Feeling guilty about putting your needs above others is a really common problem. And not just for women. Some people are fabulous at putting themselves first. Lots and lots of people, are not!
No guilt is necessary. I’m giving you permission to move your way up the ladder and prioritise you. The more you do, the more you’ll have to give.
When you prioritise others over your own needs your energy gets depleted. This doesn’t happen overnight. It can take years before one day you wake up and notice that there’s nothing left to give. Let’s not allow it to get to that.
Self-care is not selfish, it’s imperative.
Generations in western culture have taught us that putting ourselves first is selfish. That we must look after others and put their needs first because that’s just what you do. That’s how I was raised. I have learnt over time, that putting yourself first does not turn you into a selfish person.
Let me tell you my Mum’s story and see if you can relate. My Mum always, always, always did things for others and put her needs way down the priority list. Mum worked part-time as a remedial teacher, giving everything to her students and their parents. On top of that, Mum worked as a volunteer and this took up most of her spare time. Mum raised 3 daughters and had 5 grandaughters before she literally, dropped dead one day. Mum had a stroke at home at 69 and did not survive.
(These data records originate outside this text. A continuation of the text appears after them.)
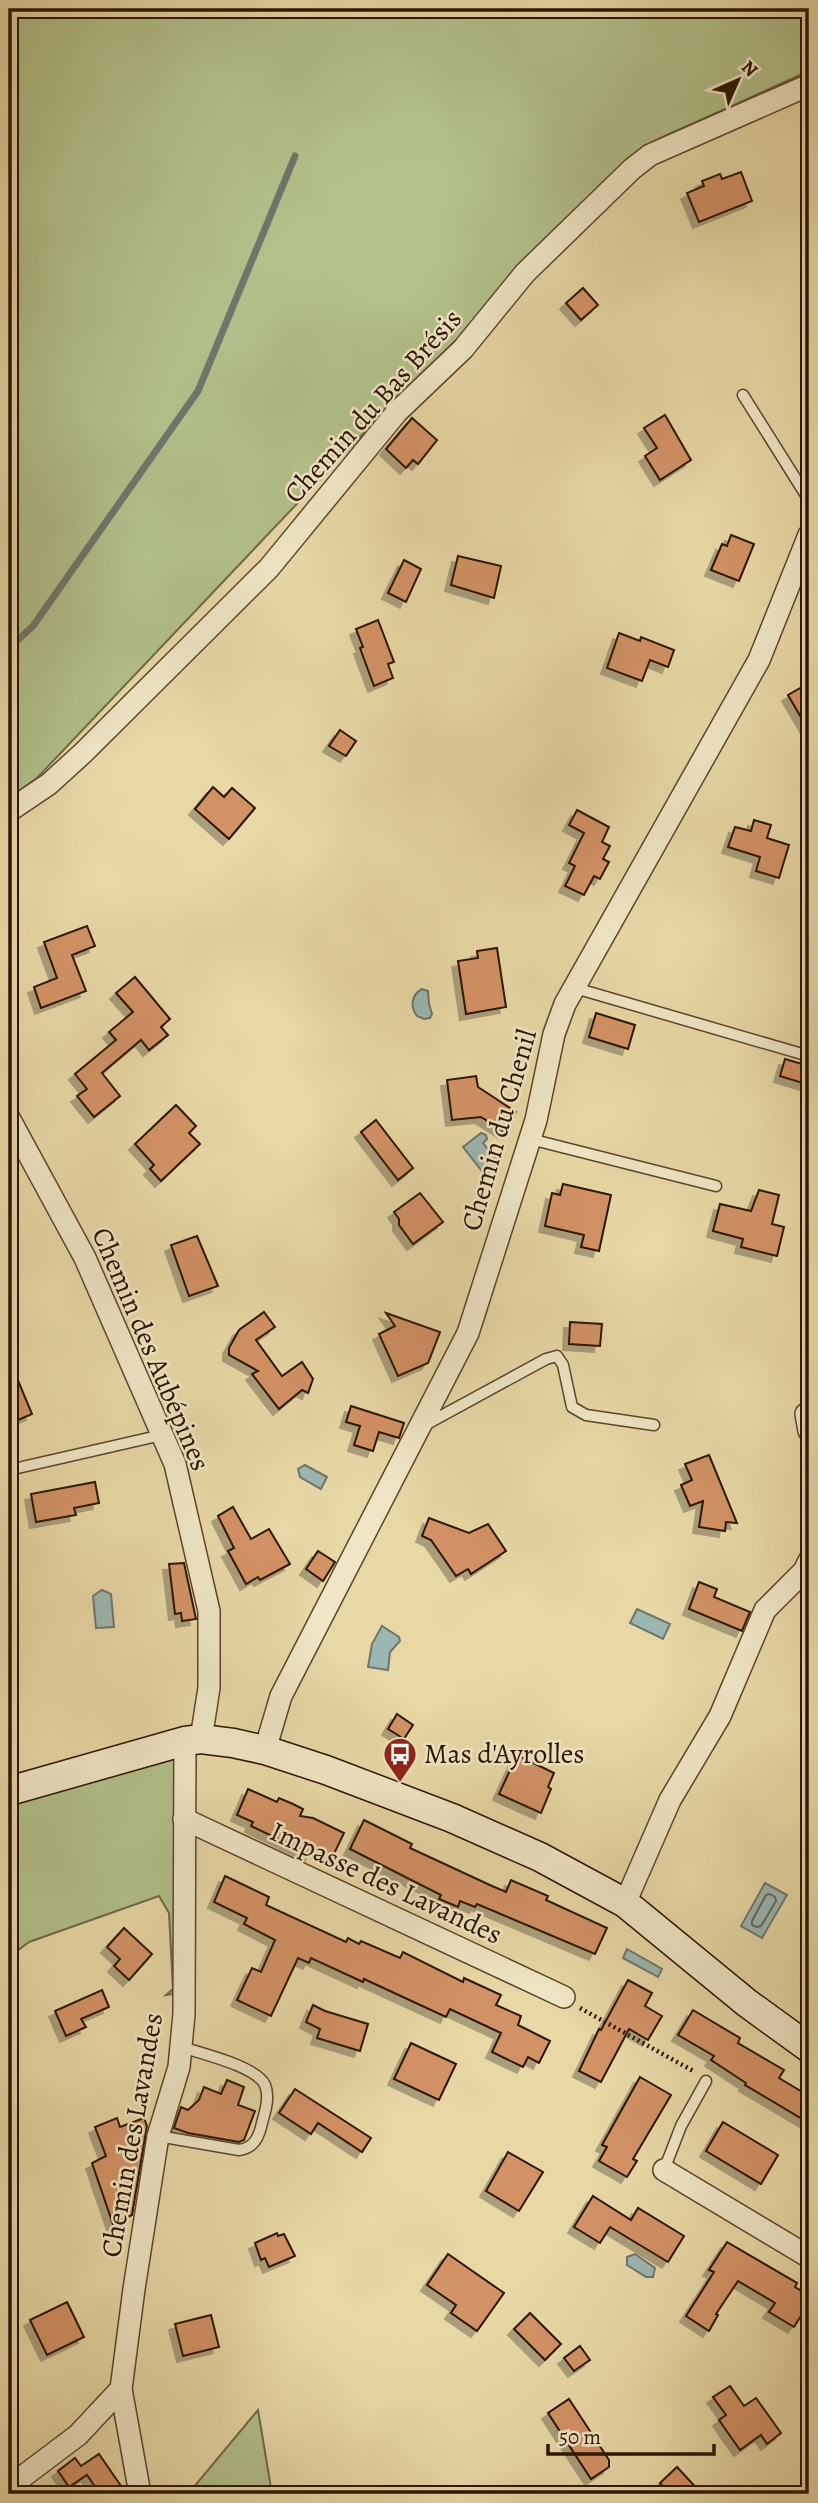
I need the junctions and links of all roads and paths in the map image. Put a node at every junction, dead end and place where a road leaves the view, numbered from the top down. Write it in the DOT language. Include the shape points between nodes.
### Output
graph roads {
  1 [pos="809,85"];
  2 [pos="743,395"];
  3 [pos="809,500"];
  4 [pos="809,535"];
  5 [pos="9,811"];
  6 [pos="575,988"];
  7 [pos="809,1056"];
  8 [pos="9,1118"];
  9 [pos="530,1139"];
  10 [pos="716,1186"];
  11 [pos="653,1425"];
  12 [pos="421,1427"];
  13 [pos="162,1434"];
  14 [pos="9,1470"];
  15 [pos="809,1561"];
  16 [pos="193,1740"];
  17 [pos="265,1750"];
  18 [pos="9,1791"];
  19 [pos="184,1819"];
  20 [pos="625,1903"];
  21 [pos="565,1997"];
  22 [pos="182,2047"];
  23 [pos="809,2048"];
  24 [pos="706,2081"];
  25 [pos="158,2136"];
  26 [pos="664,2170"];
  27 [pos="809,2257"];
  28 [pos="121,2389"];
  29 [pos="9,2487"];
  30 [pos="139,2494"];
  1 -- 5 [label="street, Chemin du Bas Brésis" via="649,155 632,169 525,273 463,349 397,412 269,568 83,753"];
  2 -- 3 [label="lane"];
  4 -- 6 [label="street, Chemin du Chenil" via="759,660"];
  6 -- 7 [label="lane"];
  6 -- 9 [label="street, Chemin du Chenil" via="554,1034"];
  8 -- 13 [label="street, Chemin des Aubépines" via="85,1258"];
  9 -- 10 [label="lane"];
  9 -- 12 [label="street, Chemin du Chenil" via="468,1333"];
  11 -- 12 [label="lane" via="586,1415 572,1408 557,1356"];
  12 -- 17 [label="street, Chemin du Chenil" via="281,1696"];
  13 -- 14 [label="lane"];
  13 -- 16 [label="street, Chemin des Aubépines" via="175,1464 209,1611 209,1688"];
  15 -- 20 [label="street" via="765,1610 720,1716 670,1800"];
  16 -- 17 [label="street"];
  16 -- 18 [label="street"];
  16 -- 19 [label="street, Chemin des Lavandes"];
  17 -- 20 [label="street" via="452,1818 540,1857"];
  19 -- 21 [label="street, Impasse des Lavandes"];
  19 -- 22 [label="street, Chemin des Lavandes"];
  20 -- 23 [label="street"];
  21 -- 24 [label="path"];
  22 -- 25 [label="street, Chemin des Lavandes"];
  22 -- 25 [label="lane" via="261,2079 268,2096 260,2133 251,2146 239,2150"];
  24 -- 26 [label="lane"];
  25 -- 28 [label="street, Chemin des Lavandes"];
  26 -- 27 [label="street"];
  28 -- 29 [label="street" via="78,2435"];
  28 -- 30 [label="street, Chemin des Lavandes"];
}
Since that day, I’ve reflected on Mum’s life and my own. I was going down exactly the same path. Volunteering for umpteen things (because no-one else would), working as an entrepreneur and raising 2 daughters. After years of life coaching and counselling, it still hadn’t sunk in. My business coach had to be blatant about how I was spending my time and suggest it couldn’t go on without fallout of some kind.
‘You are not God, you cannot create time’ my business coach said.
I had no time to work on my businesses, let alone myself because I was filling it with things that put my own needs way down the heir-achy. Committees, board chairman, volunteer coach, school council. If I didn’t do it, who would? And if I said no I felt guilty!
Learning from experience I know how important it is to nourish YOU. You are the only one responsible for how you spend your time.
Change doesn’t happen overnight so you need to be patient. You will be rewarded.
I took a year off all voluntary activities. It didn’t mean forever. Well that’s what my coach insisted, in order to convince me. And I am so thankful he did. It made me reassess what was working and what wasn’t. What I enjoyed doing and what I didn’t. What drained my energy and what gave me energy.
Have a think about what you are doing that you don’t really enjoy but feel like you ‘should’? There will always be things we ‘have’ to do, but if we have a choice we must choose for our wellbeing. Not for someone else’s agenda.
What’s really imperative is leaving time to schedule in time for the ‘urgent, not important’ stuff. And time for ‘being’ not ‘doing’.
Making time for having FUN every day is highly recommended.
An interesting exercise to get a real idea of how much time is available in your week, is to draft a calendar of what fills your time, including sleep. This is a great way to realise that your expectations may be too high. I recommend doing this for your real week and then for your ideal week and see what they look like, side by side.
Use Google calendar and highlight different departments of your life with different colours.
If paper is your thing, get some colour happening. I love paper but have found having an online calendar really effective and always on hand. It’s less labour intensive too.
The ‘how you fill your time exercise’ is really practical for lot’s of reasons. It helps with saying no without guilt, when you realise how precious your time is. For some reason our brain is really good at telling us we can do it all. We can, but the price is high and the long-term health implications are massive.
Putting yourself first is not selfish. It really is self-care.
Self-care is the best way to reduce stress in your life. Look after you and you will be a hundred times more able to give to others. It starts with saying no. Saying no to the stuff you really don’t want to do, but that voice in your head tells you that you ‘should’.
Saying no helps other people grow.
Instead of thinking, I can’t let that person down by saying no, turn your thinking around. Say no and see what happens. It takes practice and I recommend baby steps, but I promise you that the world will keep spinning.
A friend suggested that men don’t have a problem saying no without feeling guilty. Perhaps there are more men than woman that put themselves first but a lot of men have a dilemma with this too.
I’d love to hear from you with your stories. Have you had an epiphany moment where you realised something had to give or disaster would happen? What has happened when you said yes but you really wanted to say no?
Sharing your thoughts will help me help others and bring less chaos to this world we live in. And wouldn’t that be fabulous!